Dataset items:
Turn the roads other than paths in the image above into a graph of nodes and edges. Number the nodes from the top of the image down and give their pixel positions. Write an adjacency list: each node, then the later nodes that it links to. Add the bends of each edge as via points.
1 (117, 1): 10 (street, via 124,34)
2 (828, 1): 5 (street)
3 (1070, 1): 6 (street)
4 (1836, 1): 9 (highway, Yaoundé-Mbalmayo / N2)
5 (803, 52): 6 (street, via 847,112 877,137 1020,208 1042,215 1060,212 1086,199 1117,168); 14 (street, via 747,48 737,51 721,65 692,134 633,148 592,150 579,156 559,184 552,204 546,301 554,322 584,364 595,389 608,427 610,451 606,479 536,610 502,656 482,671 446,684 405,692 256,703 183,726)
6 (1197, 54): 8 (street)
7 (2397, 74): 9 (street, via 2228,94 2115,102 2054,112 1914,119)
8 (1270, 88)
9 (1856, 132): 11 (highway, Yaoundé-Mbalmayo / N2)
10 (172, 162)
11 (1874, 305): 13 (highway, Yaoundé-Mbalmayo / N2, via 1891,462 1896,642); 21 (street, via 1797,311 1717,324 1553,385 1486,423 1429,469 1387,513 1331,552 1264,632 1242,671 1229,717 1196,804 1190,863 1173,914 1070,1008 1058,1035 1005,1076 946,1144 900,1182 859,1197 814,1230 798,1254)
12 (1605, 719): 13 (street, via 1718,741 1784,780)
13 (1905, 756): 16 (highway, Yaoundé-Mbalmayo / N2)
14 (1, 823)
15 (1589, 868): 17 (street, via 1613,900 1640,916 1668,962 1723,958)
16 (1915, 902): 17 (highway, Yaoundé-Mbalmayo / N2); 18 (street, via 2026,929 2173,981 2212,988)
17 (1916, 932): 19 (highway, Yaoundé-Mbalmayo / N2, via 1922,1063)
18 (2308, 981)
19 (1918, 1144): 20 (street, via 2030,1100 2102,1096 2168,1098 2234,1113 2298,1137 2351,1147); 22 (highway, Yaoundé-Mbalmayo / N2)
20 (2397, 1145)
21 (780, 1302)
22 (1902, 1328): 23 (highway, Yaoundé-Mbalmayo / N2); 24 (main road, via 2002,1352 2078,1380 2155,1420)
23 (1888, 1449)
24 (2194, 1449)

TASK OBJECTIVE:
Reproduce the records above exactly.

THE ANSWER:
Turn the roads other than paths in the image above into a graph of nodes and edges. Number the nodes from the top of the image down and give their pixel positions. Write an adjacency list: each node, then the later nodes that it links to. Add the bends of each edge as via points.
1 (117, 1): 10 (street, via 124,34)
2 (828, 1): 5 (street)
3 (1070, 1): 6 (street)
4 (1836, 1): 9 (highway, Yaoundé-Mbalmayo / N2)
5 (803, 52): 6 (street, via 847,112 877,137 1020,208 1042,215 1060,212 1086,199 1117,168); 14 (street, via 747,48 737,51 721,65 692,134 633,148 592,150 579,156 559,184 552,204 546,301 554,322 584,364 595,389 608,427 610,451 606,479 536,610 502,656 482,671 446,684 405,692 256,703 183,726)
6 (1197, 54): 8 (street)
7 (2397, 74): 9 (street, via 2228,94 2115,102 2054,112 1914,119)
8 (1270, 88)
9 (1856, 132): 11 (highway, Yaoundé-Mbalmayo / N2)
10 (172, 162)
11 (1874, 305): 13 (highway, Yaoundé-Mbalmayo / N2, via 1891,462 1896,642); 21 (street, via 1797,311 1717,324 1553,385 1486,423 1429,469 1387,513 1331,552 1264,632 1242,671 1229,717 1196,804 1190,863 1173,914 1070,1008 1058,1035 1005,1076 946,1144 900,1182 859,1197 814,1230 798,1254)
12 (1605, 719): 13 (street, via 1718,741 1784,780)
13 (1905, 756): 16 (highway, Yaoundé-Mbalmayo / N2)
14 (1, 823)
15 (1589, 868): 17 (street, via 1613,900 1640,916 1668,962 1723,958)
16 (1915, 902): 17 (highway, Yaoundé-Mbalmayo / N2); 18 (street, via 2026,929 2173,981 2212,988)
17 (1916, 932): 19 (highway, Yaoundé-Mbalmayo / N2, via 1922,1063)
18 (2308, 981)
19 (1918, 1144): 20 (street, via 2030,1100 2102,1096 2168,1098 2234,1113 2298,1137 2351,1147); 22 (highway, Yaoundé-Mbalmayo / N2)
20 (2397, 1145)
21 (780, 1302)
22 (1902, 1328): 23 (highway, Yaoundé-Mbalmayo / N2); 24 (main road, via 2002,1352 2078,1380 2155,1420)
23 (1888, 1449)
24 (2194, 1449)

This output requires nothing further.